From the entries provided below, copy each line that contains the word "Terrace".

══ EXTRACTED DATA ══

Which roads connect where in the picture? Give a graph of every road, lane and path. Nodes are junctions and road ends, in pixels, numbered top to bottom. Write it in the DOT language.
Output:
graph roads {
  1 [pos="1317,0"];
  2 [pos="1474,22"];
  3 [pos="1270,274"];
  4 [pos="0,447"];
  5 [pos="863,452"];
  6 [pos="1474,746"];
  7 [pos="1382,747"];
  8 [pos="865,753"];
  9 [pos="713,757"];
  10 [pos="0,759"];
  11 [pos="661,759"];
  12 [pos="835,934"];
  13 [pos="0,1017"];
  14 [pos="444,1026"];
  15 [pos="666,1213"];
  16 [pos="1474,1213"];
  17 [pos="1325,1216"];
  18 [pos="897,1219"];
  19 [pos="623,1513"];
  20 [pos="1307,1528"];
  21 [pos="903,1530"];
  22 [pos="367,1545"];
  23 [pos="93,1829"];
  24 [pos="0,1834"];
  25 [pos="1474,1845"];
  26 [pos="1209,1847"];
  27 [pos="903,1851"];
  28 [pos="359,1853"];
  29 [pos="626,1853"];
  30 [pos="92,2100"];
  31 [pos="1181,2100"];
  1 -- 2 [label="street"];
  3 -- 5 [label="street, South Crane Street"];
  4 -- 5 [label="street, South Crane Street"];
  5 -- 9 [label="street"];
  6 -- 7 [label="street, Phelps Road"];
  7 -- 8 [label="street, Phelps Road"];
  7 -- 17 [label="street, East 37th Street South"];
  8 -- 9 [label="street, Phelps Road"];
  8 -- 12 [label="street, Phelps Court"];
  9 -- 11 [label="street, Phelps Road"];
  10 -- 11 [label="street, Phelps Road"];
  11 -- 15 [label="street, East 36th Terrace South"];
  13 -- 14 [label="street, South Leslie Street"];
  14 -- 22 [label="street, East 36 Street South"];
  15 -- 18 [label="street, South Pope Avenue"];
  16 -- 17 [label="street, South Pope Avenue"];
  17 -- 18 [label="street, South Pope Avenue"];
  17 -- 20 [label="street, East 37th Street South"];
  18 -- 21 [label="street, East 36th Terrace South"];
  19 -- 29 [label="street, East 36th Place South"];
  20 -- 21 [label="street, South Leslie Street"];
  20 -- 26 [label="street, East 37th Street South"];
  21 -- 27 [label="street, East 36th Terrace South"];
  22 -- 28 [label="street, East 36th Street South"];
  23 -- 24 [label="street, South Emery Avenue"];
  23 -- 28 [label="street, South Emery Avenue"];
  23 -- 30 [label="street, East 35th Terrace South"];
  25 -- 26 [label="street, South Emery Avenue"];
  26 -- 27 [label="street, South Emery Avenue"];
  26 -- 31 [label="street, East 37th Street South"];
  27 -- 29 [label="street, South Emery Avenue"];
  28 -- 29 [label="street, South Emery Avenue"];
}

═══

- **TASK RESULT**
  11 -- 15 [label="street, East 36th Terrace South"];
  18 -- 21 [label="street, East 36th Terrace South"];
  21 -- 27 [label="street, East 36th Terrace South"];
  23 -- 30 [label="street, East 35th Terrace South"];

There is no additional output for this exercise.